Where a line contains the word "joint", copy that line from the records below.

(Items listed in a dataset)
--
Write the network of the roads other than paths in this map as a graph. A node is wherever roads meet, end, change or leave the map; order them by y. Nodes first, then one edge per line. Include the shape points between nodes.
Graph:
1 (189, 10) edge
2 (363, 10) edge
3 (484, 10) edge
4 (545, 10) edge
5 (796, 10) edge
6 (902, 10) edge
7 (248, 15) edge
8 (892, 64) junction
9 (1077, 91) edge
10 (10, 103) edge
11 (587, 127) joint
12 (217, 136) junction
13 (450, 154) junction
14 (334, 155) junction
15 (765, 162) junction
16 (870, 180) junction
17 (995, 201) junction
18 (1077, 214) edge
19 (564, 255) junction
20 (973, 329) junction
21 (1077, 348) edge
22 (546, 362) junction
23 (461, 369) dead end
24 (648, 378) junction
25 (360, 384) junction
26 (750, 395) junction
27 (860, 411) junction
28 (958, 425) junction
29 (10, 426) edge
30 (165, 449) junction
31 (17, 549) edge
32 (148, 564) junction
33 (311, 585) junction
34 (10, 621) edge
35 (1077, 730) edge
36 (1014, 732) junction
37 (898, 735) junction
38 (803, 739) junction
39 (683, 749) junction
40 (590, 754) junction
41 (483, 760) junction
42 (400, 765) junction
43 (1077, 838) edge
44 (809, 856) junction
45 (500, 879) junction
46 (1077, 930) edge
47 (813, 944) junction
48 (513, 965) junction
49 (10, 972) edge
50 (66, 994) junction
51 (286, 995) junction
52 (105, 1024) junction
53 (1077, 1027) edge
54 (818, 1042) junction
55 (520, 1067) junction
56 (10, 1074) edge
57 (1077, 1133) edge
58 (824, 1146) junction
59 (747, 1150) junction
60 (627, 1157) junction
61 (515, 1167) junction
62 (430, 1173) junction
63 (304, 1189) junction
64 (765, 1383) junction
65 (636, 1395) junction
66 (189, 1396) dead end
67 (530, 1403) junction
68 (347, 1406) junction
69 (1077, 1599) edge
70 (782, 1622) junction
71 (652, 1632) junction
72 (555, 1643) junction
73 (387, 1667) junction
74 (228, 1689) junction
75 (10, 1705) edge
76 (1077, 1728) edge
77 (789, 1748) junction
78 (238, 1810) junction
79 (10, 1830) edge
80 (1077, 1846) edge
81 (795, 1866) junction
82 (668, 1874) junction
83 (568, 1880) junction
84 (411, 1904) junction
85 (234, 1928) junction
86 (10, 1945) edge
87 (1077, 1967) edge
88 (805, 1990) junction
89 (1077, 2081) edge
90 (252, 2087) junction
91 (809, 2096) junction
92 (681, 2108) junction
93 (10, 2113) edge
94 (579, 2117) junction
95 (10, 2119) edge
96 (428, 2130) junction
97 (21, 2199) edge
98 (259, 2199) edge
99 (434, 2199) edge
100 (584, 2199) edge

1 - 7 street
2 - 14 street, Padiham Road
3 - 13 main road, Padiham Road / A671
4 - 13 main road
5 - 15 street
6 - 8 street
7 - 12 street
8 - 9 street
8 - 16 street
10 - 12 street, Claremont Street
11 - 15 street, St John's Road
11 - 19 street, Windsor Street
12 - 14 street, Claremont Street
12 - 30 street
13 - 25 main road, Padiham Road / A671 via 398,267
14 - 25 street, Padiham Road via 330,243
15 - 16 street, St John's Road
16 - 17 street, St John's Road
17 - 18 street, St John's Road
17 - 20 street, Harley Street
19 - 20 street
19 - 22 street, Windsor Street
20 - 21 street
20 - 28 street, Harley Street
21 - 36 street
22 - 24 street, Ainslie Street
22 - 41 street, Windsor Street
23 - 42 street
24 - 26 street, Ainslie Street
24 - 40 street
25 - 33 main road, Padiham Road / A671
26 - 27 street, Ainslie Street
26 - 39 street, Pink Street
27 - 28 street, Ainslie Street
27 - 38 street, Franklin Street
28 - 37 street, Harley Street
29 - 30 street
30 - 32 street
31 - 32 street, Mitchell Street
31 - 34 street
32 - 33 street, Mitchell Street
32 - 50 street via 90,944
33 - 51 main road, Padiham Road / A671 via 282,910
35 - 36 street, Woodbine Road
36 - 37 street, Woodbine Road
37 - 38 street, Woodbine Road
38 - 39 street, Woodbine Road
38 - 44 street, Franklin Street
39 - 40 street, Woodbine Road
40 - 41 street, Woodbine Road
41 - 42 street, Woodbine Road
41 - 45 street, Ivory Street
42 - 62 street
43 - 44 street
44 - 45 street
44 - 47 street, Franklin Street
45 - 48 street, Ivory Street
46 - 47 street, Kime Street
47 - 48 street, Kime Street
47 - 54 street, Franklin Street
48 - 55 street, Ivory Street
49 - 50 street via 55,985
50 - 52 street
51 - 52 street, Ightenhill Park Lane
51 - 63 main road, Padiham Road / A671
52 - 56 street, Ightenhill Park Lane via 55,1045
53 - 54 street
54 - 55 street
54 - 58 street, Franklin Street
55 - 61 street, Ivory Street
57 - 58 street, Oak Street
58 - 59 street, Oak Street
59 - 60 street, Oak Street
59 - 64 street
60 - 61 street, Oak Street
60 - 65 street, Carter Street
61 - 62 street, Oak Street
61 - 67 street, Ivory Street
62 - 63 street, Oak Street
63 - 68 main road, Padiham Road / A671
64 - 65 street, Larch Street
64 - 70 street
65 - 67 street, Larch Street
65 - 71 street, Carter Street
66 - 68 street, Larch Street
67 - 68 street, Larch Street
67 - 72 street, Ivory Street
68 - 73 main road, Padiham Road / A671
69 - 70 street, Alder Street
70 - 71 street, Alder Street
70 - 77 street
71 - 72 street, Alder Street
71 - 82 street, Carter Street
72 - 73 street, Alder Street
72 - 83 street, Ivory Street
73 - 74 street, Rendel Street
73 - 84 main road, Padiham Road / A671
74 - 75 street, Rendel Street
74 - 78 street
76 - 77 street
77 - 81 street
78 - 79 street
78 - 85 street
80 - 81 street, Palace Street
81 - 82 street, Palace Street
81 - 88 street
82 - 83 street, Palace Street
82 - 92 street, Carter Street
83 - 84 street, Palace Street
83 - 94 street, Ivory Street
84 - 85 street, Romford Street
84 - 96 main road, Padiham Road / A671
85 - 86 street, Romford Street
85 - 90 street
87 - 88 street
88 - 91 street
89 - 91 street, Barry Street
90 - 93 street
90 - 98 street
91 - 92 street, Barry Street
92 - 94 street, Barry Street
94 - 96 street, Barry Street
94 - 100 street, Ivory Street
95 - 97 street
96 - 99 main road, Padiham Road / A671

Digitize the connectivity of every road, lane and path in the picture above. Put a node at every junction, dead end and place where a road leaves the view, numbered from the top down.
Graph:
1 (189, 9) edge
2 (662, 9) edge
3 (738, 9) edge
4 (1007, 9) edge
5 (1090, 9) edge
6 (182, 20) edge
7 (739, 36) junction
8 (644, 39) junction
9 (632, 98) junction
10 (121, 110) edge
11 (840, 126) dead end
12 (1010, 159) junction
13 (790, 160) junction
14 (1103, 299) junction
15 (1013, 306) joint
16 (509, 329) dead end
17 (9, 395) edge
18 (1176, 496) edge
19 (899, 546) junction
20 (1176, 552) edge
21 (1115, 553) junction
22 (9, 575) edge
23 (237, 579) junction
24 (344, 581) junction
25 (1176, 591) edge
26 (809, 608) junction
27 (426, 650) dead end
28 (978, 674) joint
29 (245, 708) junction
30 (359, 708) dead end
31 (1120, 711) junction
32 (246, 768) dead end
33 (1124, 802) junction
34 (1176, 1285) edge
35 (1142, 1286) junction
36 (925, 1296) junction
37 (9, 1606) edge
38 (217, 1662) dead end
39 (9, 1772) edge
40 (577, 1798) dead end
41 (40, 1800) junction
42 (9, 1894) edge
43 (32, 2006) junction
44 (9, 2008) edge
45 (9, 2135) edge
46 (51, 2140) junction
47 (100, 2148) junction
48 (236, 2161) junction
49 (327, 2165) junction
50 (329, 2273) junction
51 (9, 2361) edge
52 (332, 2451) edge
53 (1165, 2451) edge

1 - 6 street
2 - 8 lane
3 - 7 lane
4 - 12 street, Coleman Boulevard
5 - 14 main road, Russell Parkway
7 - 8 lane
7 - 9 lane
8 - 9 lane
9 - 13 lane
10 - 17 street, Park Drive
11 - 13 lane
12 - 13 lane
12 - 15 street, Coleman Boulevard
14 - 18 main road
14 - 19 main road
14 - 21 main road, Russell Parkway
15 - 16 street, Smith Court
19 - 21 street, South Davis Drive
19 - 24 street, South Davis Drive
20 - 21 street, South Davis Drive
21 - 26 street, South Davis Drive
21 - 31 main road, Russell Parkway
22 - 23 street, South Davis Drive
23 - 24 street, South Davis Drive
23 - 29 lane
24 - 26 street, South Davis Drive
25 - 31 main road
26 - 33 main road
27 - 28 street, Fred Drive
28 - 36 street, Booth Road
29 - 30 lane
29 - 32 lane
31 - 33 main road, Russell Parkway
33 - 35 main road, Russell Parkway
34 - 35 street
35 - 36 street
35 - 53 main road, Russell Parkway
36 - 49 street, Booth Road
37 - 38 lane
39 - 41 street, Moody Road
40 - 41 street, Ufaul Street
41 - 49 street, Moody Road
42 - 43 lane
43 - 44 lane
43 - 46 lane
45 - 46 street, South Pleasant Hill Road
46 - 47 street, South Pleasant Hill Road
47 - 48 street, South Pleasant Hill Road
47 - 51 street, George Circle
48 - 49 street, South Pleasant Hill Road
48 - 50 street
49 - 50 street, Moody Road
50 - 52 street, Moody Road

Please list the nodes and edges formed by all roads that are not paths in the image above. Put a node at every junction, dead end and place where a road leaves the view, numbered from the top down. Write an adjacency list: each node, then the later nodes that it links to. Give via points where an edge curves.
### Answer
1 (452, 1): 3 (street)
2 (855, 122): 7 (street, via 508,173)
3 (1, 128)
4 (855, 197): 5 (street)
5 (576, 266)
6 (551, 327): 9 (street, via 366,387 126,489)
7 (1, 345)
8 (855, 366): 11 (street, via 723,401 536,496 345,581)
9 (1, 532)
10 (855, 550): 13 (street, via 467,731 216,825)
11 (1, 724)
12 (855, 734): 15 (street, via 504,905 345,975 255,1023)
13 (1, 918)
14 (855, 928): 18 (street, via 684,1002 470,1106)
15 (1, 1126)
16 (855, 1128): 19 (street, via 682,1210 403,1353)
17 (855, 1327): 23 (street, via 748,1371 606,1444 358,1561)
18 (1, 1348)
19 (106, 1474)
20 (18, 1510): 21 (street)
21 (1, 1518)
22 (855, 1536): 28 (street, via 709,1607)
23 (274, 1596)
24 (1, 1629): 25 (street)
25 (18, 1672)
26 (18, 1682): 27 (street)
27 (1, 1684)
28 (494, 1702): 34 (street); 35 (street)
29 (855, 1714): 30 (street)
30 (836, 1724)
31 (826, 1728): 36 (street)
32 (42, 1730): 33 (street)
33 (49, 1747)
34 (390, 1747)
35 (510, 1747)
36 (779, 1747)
--
## Finished task
11 (587, 127) joint
15 (1013, 306) joint
28 (978, 674) joint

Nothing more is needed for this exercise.